OPINION: As an epidemiologist, I was oddly reassured by the fictional scenes of mass panic and death in the recent Hollywood thriller Contagion.
This was not because the filmmakers took such dramatic licence that the mystery disease spreading like wildfire was beyond the realm of possibility. In fact, the public health risks of an unknown and highly contagious pathogen are realistically portrayed.
What I looked for, and found, in the film was a competent, determined team of ”disease detectives” and a nationally, and internationally, co-ordinated frontline response to the emergency.
That’s exactly the kind of ”best practice” the United States’ Centres for Disease Control and Prevention (CDC) has been developing since its inception in the early 1950s, initially to confront the Cold War threat of biological warfare.
It was fortunate for Contagion’s fictional patients that the rapidly mutating virus came under the scrutiny of the US agency. Should Australia be hit by something comparable we would be inadequately prepared.
This is not an alarmist statement. Australia has neither a sufficient number of specialist medical personnel to deal with such a fast-moving public health emergency nor the national co-ordination mechanisms essential to bridge the divides between our state government-run health systems.
Recent experiences in our region with bird flu and SARS (severe acute respiratory syndrome), for example, gave us a worrying insight into the real risks. And my own professional experience, including a stint as chief medical officer of Australia, has given me a clear understanding of how truly alarming a new health threat can be.
When we became aware of the first AIDS cases in 1983, I was chief health officer of NSW. Here was a new, universally fatal disease caused by an unknown agent. We had no diagnostic test to tell us how many people were infected – assuming an infectious agent was involved. Transmission of what was soon to be identified as HIV through sex and blood caused public panic, including calls for everything from testing on arrival at airports (once a test was available) to banning HIV-positive footballers.
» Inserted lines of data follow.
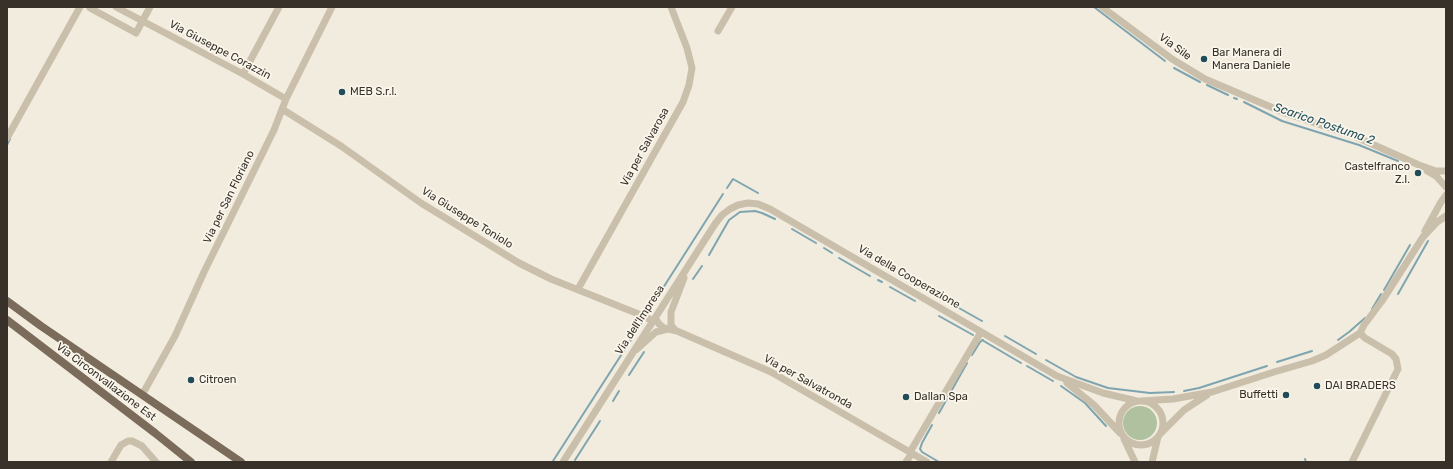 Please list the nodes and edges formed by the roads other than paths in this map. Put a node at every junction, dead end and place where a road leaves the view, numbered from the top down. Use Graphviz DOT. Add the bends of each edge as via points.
graph roads {
  1 [pos="80,7"];
  2 [pos="91,7"];
  3 [pos="116,7"];
  4 [pos="150,7"];
  5 [pos="279,7"];
  6 [pos="332,7"];
  7 [pos="671,7"];
  8 [pos="732,7"];
  9 [pos="1102,7"];
  10 [pos="142,21"];
  11 [pos="718,31"];
  12 [pos="243,74"];
  13 [pos="286,99"];
  14 [pos="282,109"];
  15 [pos="7,138"];
  16 [pos="1419,166"];
  17 [pos="1446,171"];
  18 [pos="1446,187"];
  19 [pos="1446,195"];
  20 [pos="748,203"];
  21 [pos="1446,216"];
  22 [pos="1423,237"];
  23 [pos="688,267"];
  24 [pos="578,289"];
  25 [pos="7,301"];
  26 [pos="7,320"];
  27 [pos="653,320"];
  28 [pos="671,329"];
  29 [pos="981,332"];
  30 [pos="1360,333"];
  31 [pos="631,354"];
  32 [pos="1057,376"];
  33 [pos="1212,392"];
  34 [pos="142,395"];
  35 [pos="1139,401"];
  36 [pos="155,432"];
  37 [pos="1122,436"];
  38 [pos="1159,436"];
  39 [pos="911,453"];
  40 [pos="564,461"];
  41 [pos="111,462"];
  42 [pos="156,462"];
  43 [pos="184,462"];
  44 [pos="191,462"];
  45 [pos="241,462"];
  46 [pos="906,462"];
  47 [pos="927,462"];
  48 [pos="1135,462"];
  49 [pos="1152,462"];
  50 [pos="1352,462"];
  1 -- 15 [label="street"];
  2 -- 10 [label="street" via="136,33"];
  3 -- 10 [label="street, Via Giuseppe Corazzin"];
  4 -- 10 [label="street"];
  5 -- 12 [label="street"];
  6 -- 13 [label="street, Via per San Floriano"];
  7 -- 24 [label="street, Via per Salvarosa" via="692,68 689,85 683,102"];
  8 -- 11 [label="street"];
  9 -- 16 [label="street, Via Sile" via="1172,59 1205,79 1285,113 1354,136"];
  10 -- 12 [label="street, Via Giuseppe Corazzin"];
  12 -- 13 [label="street, Via Giuseppe Corazzin"];
  13 -- 14 [label="street, Via per San Floriano"];
  14 -- 24 [label="street, Via Giuseppe Toniolo" via="459,227 519,263"];
  14 -- 34 [label="street, Via per San Floriano" via="175,336"];
  16 -- 17 [label="street, Via Sile"];
  16 -- 18 [label="street, Via Sile" via="1436,176"];
  19 -- 22 [label="street, Via della Cooperazione"];
  20 -- 23 [label="street, Via dell'Impresa" via="732,208 721,217"];
  20 -- 29 [label="street, Via della Cooperazione" via="770,209"];
  21 -- 22 [label="street, Via della Cooperazione"];
  22 -- 30 [label="street, Via della Cooperazione"];
  23 -- 27 [label="street, Via dell'Impresa"];
  23 -- 28 [label="street" via="671,310"];
  24 -- 27 [label="street, Via Giuseppe Toniolo"];
  25 -- 34 [label="main road"];
  26 -- 36 [label="main road, Via Circonvallazione Est"];
  27 -- 28 [label="street, Via per Salvatronda"];
  27 -- 31 [label="street, Via dell'Impresa"];
  28 -- 31 [label="street" via="656,332"];
  28 -- 39 [label="street, Via per Salvatronda" via="764,369"];
  29 -- 32 [label="street, Via della Cooperazione"];
  29 -- 39 [label="street"];
  30 -- 33 [label="street, Via della Cooperazione" via="1312,361"];
  30 -- 50 [label="street" via="1392,354 1396,358 1398,369"];
  31 -- 40 [label="street, Via dell'Impresa"];
  32 -- 35 [label="street, Via della Cooperazione" via="1103,393"];
  32 -- 37 [label="street, Via della Cooperazione" via="1094,405"];
  33 -- 35 [label="street, Via della Cooperazione" via="1172,399"];
  33 -- 38 [label="street, Via della Cooperazione" via="1184,410"];
  34 -- 45 [label="main road"];
  35 -- 37 [label="street" via="1130,404 1121,412 1118,424"];
  35 -- 38 [label="street" via="1153,405 1159,411 1163,424"];
  36 -- 43 [label="main road" via="157,438"];
  36 -- 44 [label="main road, Via Circonvallazione Est"];
  37 -- 38 [label="street" via="1139,445 1148,444"];
  37 -- 48 [label="street"];
  38 -- 49 [label="street"];
  39 -- 46 [label="street"];
  39 -- 47 [label="street, Via per Salvatronda"];
  41 -- 42 [label="street" via="121,445 130,441 142,446"];
}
There was only one trained epidemiologist on the staff of NSW Health to assist during this horrendously stressful time. I had to make arbitrary decisions based on the best information we had available at the time, such as closing sperm banks, limiting blood donations and funding prostitutes’ collectives to provide their clients with free condoms.
Consider, too, the outbreak of legionnaires’ disease in Wollongong in the mid-1980s. It was only through painstaking “detective” work that the bacteria were traced to a chemist store where a usually unused airconditioner had been switched on by a locum pharmacist; pumping the disease into the shopping centre, infecting 44 people and killing 10.
I am not suggesting we overlook the spectacular progress that has been made in human health over the past century. Disease prevention through such fundamental measures as clean water, sanitation, mass immunisation programs and lifestyle interventions such as exercise and diet has greatly reduced suffering and death. Likewise, major medical advances have eradicated or managed a long list of previously serious or fatal diseases and conditions.
But there are many new public health threats, compounded by an international shortage of health workers.
The mass movement of people, particularly by air, and the consolidation of populations in crowded urban areas can foster the rapid transmission of diseases. The industrial production of food products, and their export, can lead to mass poisonings or adverse reactions to contaminants. Natural disasters, too, create public health emergencies.
The health sector continues to face new questions every day; such as how to deal with diseases that jump from animals to humans, or why we find cancer clusters in some areas for no apparent reason.
We also know that diseases, unlike bureaucracies, aren’t contained behind state or national borders. If we want to protect our own health, Australia should be prepared to take regional leadership in an emergency, if necessary, or at the very least be ready and able to assist our neighbours.
Fifty years ago there was no epidemiology training available in Australia. Over the past 20 years Australia has been building a new generation of specialists through public health training programs in Victoria and NSW and, until recently, the master’s of applied epidemiology at the Australian National University.
We have also benefited from input from the CDC. The director of the centre’s Epidemic Intelligence Service, Dr Douglas Hamilton, is speaking with me at UNSW this week.
Since 1989 we have had a national communicable diseases network to foster co-operation between the states, but this is not the same as a national operational response capability.
All of these developments are worth celebrating, but are they enough to cope with a Contagion-type scenario or even something far less dramatic? In my opinion, no.
The excellent master’s of applied epidemiology is now defunct and has been repackaged. That’s an important enough reason to take stock. We have a quality template in America’s CDC – a model already adopted by 24 countries including China and South Korea – and the capacity to train more people at home.
For Australia, one important step in the right direction would be to consolidate the country’s three training courses into one qualification at DrPH level.
Australia’s health and medical fraternity is world class, but in epidemiology we are punching below our weight. We need frontline experts and a sizeable team of “reserves” to call on.
Public health emergencies are often like tsunamis; totally unexpected and devastating in their effect. We should, and can be, better prepared.
Professor Tony Adams is a former chief health officer NSW and former chief medical officer of Australia. He spoke on Australia’s capacity for rapid response at the seminar Field Epidemiology in a Changing World at UNSW.